Il serra le poing plus fort entre les doigts de Dean qui visa sa main d'un air hagard, en même temps que Sam inclina la tête d'un air grave, la reconnaissance de l'Érote lui étant difficile à accueillir en son sein.
- Servez-vous de ce fragment pour quérir notre aide, si vous vous trouvez en difficulté, enjoignit Costume Noir. Appelez, et nous viendrons.
Il desserra le poing et abandonna l'éclat de spire dans la paume de Dean qui fut le premier à s'étonner de son absence de réaction.
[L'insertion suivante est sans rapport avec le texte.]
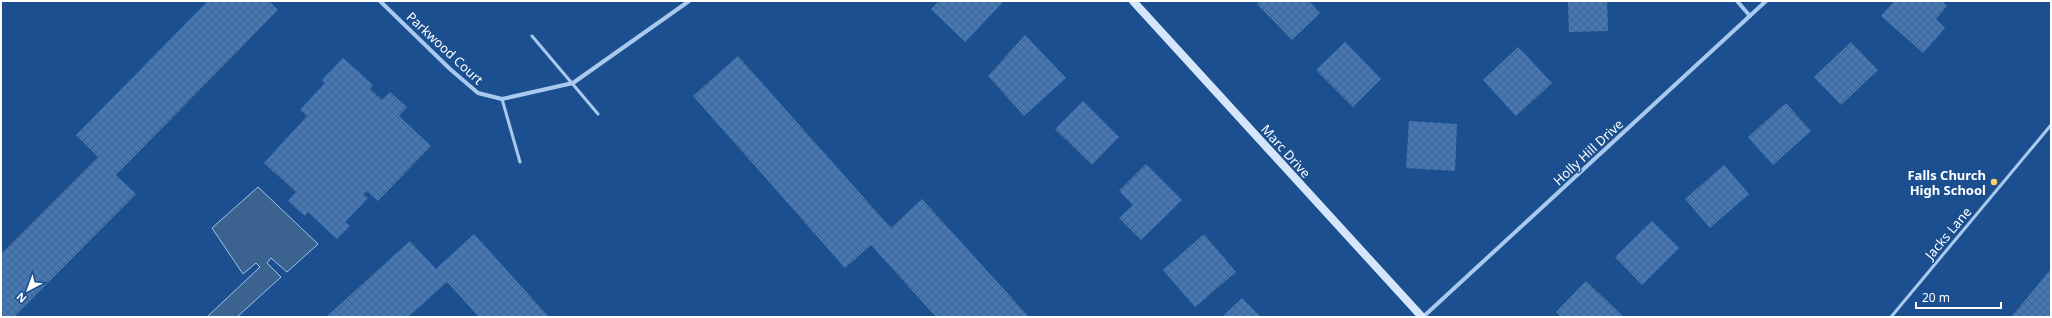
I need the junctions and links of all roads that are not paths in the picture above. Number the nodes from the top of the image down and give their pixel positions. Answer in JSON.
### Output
{"nodes":[{"id":1,"x":380,"y":1,"type":"edge"},
{"id":2,"x":689,"y":1,"type":"edge"},
{"id":3,"x":1133,"y":1,"type":"edge"},
{"id":4,"x":1737,"y":1,"type":"edge"},
{"id":5,"x":1766,"y":1,"type":"edge"},
{"id":6,"x":1750,"y":16,"type":"junction"},
{"id":7,"x":532,"y":36,"type":"dead end"},
{"id":8,"x":573,"y":83,"type":"junction"},
{"id":9,"x":502,"y":99,"type":"junction"},
{"id":10,"x":598,"y":114,"type":"dead end"},
{"id":11,"x":2051,"y":125,"type":"edge"},
{"id":12,"x":520,"y":162,"type":"dead end"},
{"id":13,"x":1423,"y":317,"type":"edge"},
{"id":14,"x":1891,"y":317,"type":"edge"}],
"edges":[{"from":1,"to":9,"type":"street","name":"Parkwood Court"},
{"from":2,"to":8,"type":"street"},
{"from":3,"to":13,"type":"street","name":"Marc Drive"},
{"from":4,"to":6,"type":"street"},
{"from":5,"to":6,"type":"street","name":"Holly Hill Drive"},
{"from":6,"to":13,"type":"street","name":"Holly Hill Drive"},
{"from":7,"to":8,"type":"lane"},
{"from":8,"to":9,"type":"street"},
{"from":8,"to":10,"type":"lane"},
{"from":9,"to":12,"type":"lane"},
{"from":11,"to":14,"type":"lane","name":"Jacks Lane"}]}
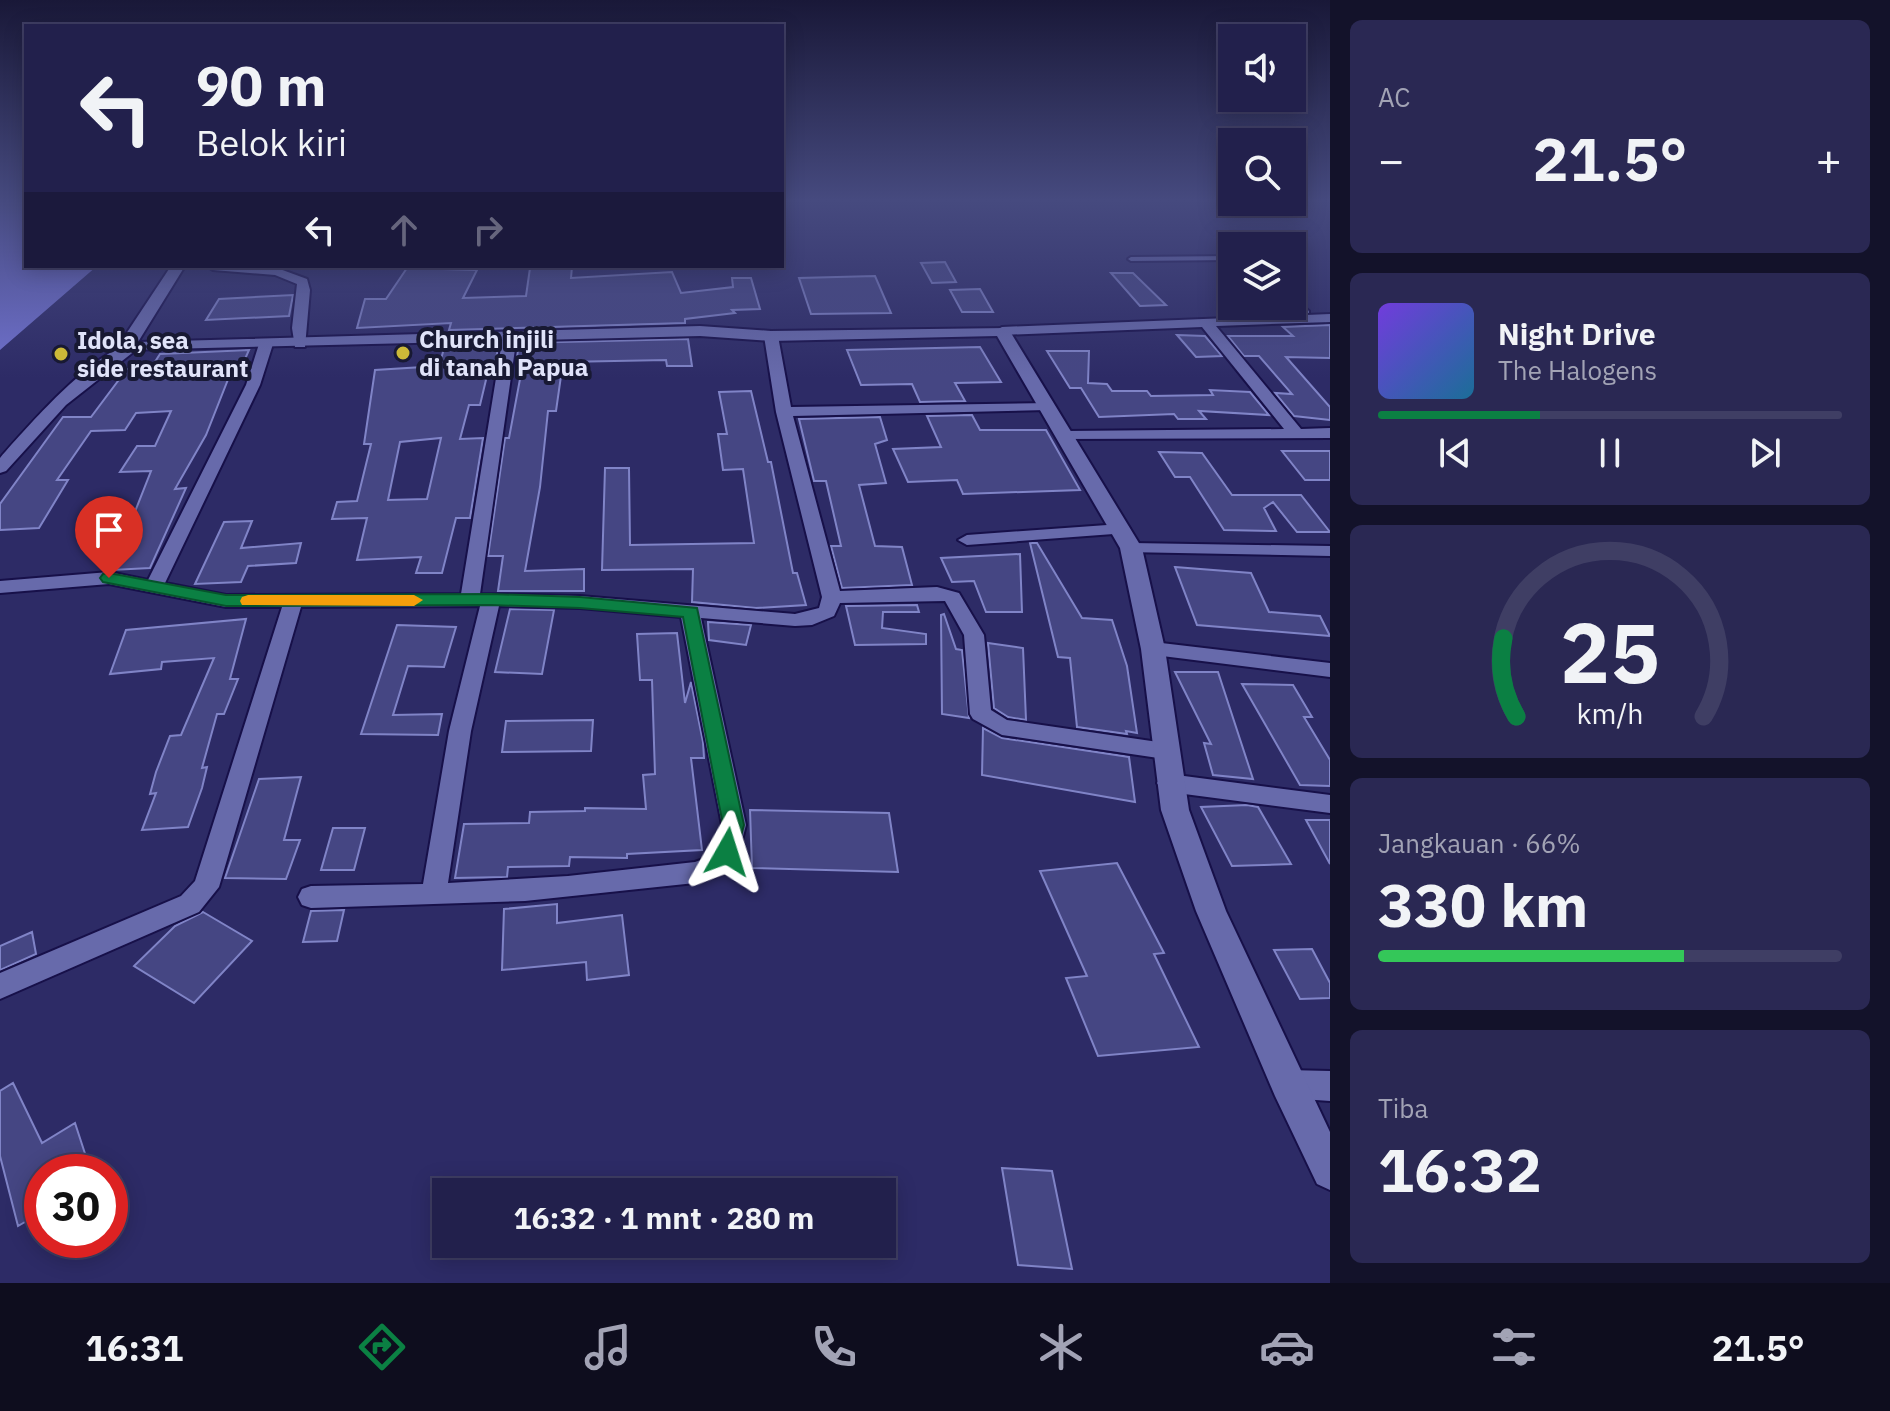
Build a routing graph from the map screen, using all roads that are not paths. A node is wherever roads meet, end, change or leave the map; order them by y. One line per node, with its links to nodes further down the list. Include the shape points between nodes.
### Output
1 (1131, 259): 2 (lane)
2 (1144, 259)
3 (177, 268): 12 (street, via 146,311)
4 (234, 268): 10 (street, via 277,272 303,282)
5 (1330, 318): 6 (street)
6 (1206, 323): 7 (street); 15 (street)
7 (1002, 331): 9 (street); 13 (street)
8 (510, 335): 9 (street, via 700,331); 10 (street); 25 (street, via 487,472)
9 (771, 336): 14 (street)
10 (298, 338): 11 (street)
11 (271, 344): 12 (street); 22 (street)
12 (131, 347): 18 (street, via 49,411)
13 (1047, 406): 14 (street); 17 (street)
14 (784, 412): 24 (street)
15 (1296, 433): 16 (street); 17 (street)
16 (1330, 433)
17 (1067, 436): 19 (street)
18 (0, 468)
19 (1126, 538): 20 (street); 21 (street); 28 (street)
20 (967, 540)
21 (1330, 551)
22 (155, 585): 23 (street, via 91,577); 26 (street, via 201,598)
23 (0, 587)
24 (832, 597): 27 (street, via 827,612 812,619); 30 (street, via 952,597 974,635 979,711 989,722)
25 (480, 600): 26 (street); 27 (street); 33 (street)
26 (293, 601): 35 (street, via 233,806 200,896)
27 (690, 612): 33 (street, via 734,825 721,862 708,869 616,883)
28 (1153, 649): 29 (street); 30 (street)
29 (1330, 670)
30 (1165, 751): 31 (street)
31 (1169, 783): 32 (street); 36 (street, via 1211,911)
32 (1330, 804)
33 (434, 894): 34 (street)
34 (311, 897)
35 (0, 986)
36 (1287, 1084): 37 (street); 38 (street)
37 (1330, 1086)
38 (1330, 1171)

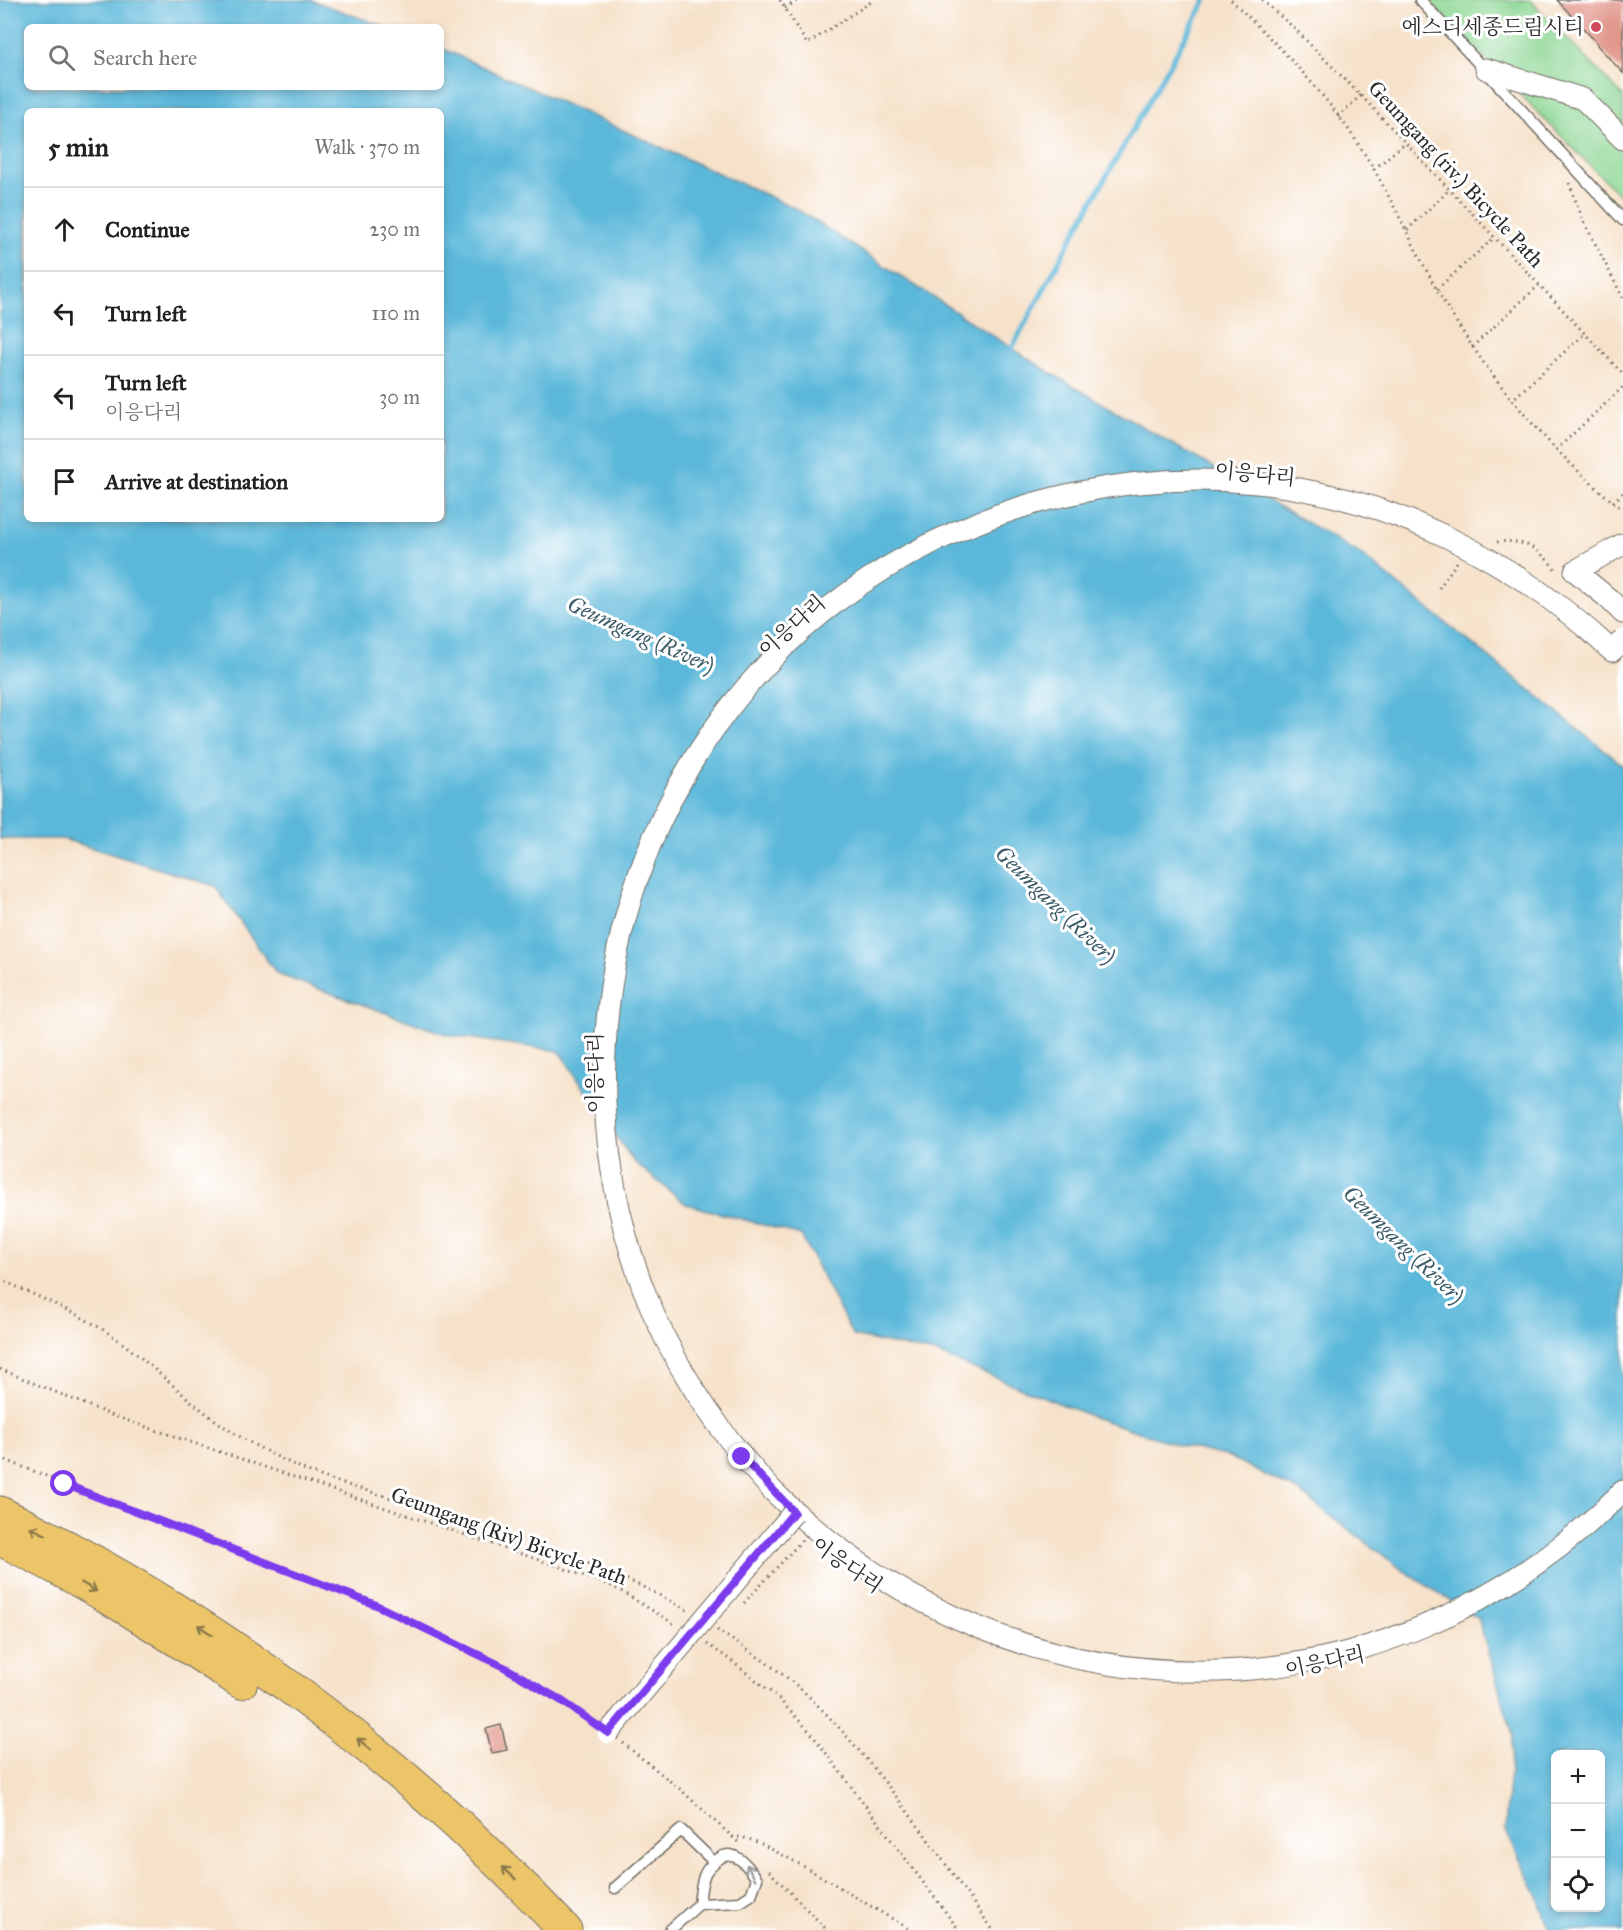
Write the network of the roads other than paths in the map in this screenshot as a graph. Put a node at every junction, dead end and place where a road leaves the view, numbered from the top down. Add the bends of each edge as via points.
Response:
1 (1420, 0) edge
2 (1486, 69) junction
3 (1623, 139) edge
4 (1623, 220) edge
5 (1623, 544) edge
6 (1622, 608) edge
7 (1619, 651) edge
8 (1623, 1491) edge
9 (0, 1513) edge
10 (796, 1520) junction
11 (0, 1539) edge
12 (608, 1733) road end
13 (714, 1862) junction
14 (615, 1888) dead end
15 (699, 1904) junction
16 (535, 1930) edge
17 (565, 1930) edge
18 (670, 1930) edge

1 - 2 lane
2 - 3 street via 1583,99
2 - 4 lane
5 - 6 street via 1575,572
7 - 10 street, 이응다리, bridge via 1519,576 1468,546 1413,521 1357,502 1298,489 1180,480 1061,495 949,534 846,595 764,667 702,745 672,797 643,861 614,966 606,1025 604,1085 608,1145 618,1204 634,1262 656,1318 682,1371 715,1422
8 - 10 street, 이응다리 via 1539,1563 1439,1620 1385,1641 1330,1656 1262,1668 1215,1671 1100,1663 1044,1651 989,1633 885,1582
17 -> 9 main road via 405,1777 303,1696 174,1609 48,1536
10 - 12 street, bridge
11 -> 16 main road via 160,1627 289,1714 388,1792 513,1905
13 - 14 lane via 681,1830
13 - 15 lane via 704,1876
15 -> 13 lane via 740,1902 752,1894 757,1879 744,1861 730,1855
15 - 18 lane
Il resta là à mirer l'objet d'un regard vague et indifférent, ses pensées tournées uniquement vers les mots qu'il fut soulagé de ne pas avoir entendus prononcés, mais aussi vers cette réflexion insolite qui lui vint, comme une démangeaison au niveau d'une partie cachée du corps, de n'avoir jusqu'ici jamais eu à se vanter de s'être attiré les bonnes grâces d'un dieu.

Les deux frères restèrent très près l'un de l'autre tandis qu'Éros retourna auprès des siens. La main de Sam monta alors jusqu'à son cou, et ce fut dans un bref frisson, partagé entre étonnement et dérangement, qu'il réalisa qu'il n'avait pas quitté son pendentif depuis leur combat contre Chaos. Il le garda.
En voyant le dieu de l'Amour s'éloigner, ils se demandèrent dans quelle mesure leurs problèmes s'éloignaient eux aussi, et si même il était raisonnable de l'espérer. Concernant Chaos, ils avaient probablement déjà fait tout leur possible et, après voir cru perdre le plus précieux à leurs yeux, la poursuite de la bataille, si elle devait avoir lieu, resterait à présent l'affaire des anges, au devenir toujours obscur, et celle des dieux. À ces derniers de décider de quelle manière préserver leur existence, et par extension, possiblement celle du monde commun, mais les Winchester avaient encore quelque espoir. Celui que le monstre ait définitivement été mis hors d'état de nuire, ou que ces ennemis naturels qu'ils avaient côtoyés sachent trouver une voie pour continuer la lutte.
Ils savaient pourtant bien - en le redoutant aussi - qu'à l'heure dite, et s'il le fallait, ils s'impliqueraient encore. Mais le départ annoncé des Érotes, réputé cette fois définitif, sauf à leur initiative, troublèrent les Winchester plus que de raison. Sam, sans bien comprendre pourquoi, se surprit à tenter d'accrocher le regard de Pothos qui ne lui en donna jamais l'occasion. Le dieu du Désir, en retrait, avait comme perdu de sa présence, de son mordant, et la réalité mise au jour à laquelle le plus jeune des deux hommes l'avait confronté n'y était certainement pas étrangère. Quant à Dean, il eut la sensation de revivre en une fraction de seconde tout ce qui s'était passé depuis Gloucester, et fut amené à s'interroger sur sa position vis-à-vis de la Triade. Il pria pour pouvoir tourner définitivement la page de cette si singulière épreuve, mais même si des traces indélébiles en resteraient toujours il s'aperçut qu'il n'avait plus ni la force ni l'envie de continuer à les combattre. C'était une résolution qui appartenait au passé. Car ce qu'il avait vécu de l'autre côté du miroir, ce qu'il y avait découvert, ce qu'il avait réalisé là-bas, et surtout son soulagement indicible d'avoir retrouvé Sam, avaient rendu tout le reste sans importance.
- Adieu, Winchester, adressa Himéros d'une voix blanche. Vous me pardonnerez si je ne vais pas jusqu'à dire que ce fut un plaisir.
Pothos fut le premier à disparaître, suivi peu après par Éros. Costume Blanc s'attarda un instant, paraissant vouloir ajouter quelque chose, mais il s'en abstint finalement pour s'éclipser lui aussi.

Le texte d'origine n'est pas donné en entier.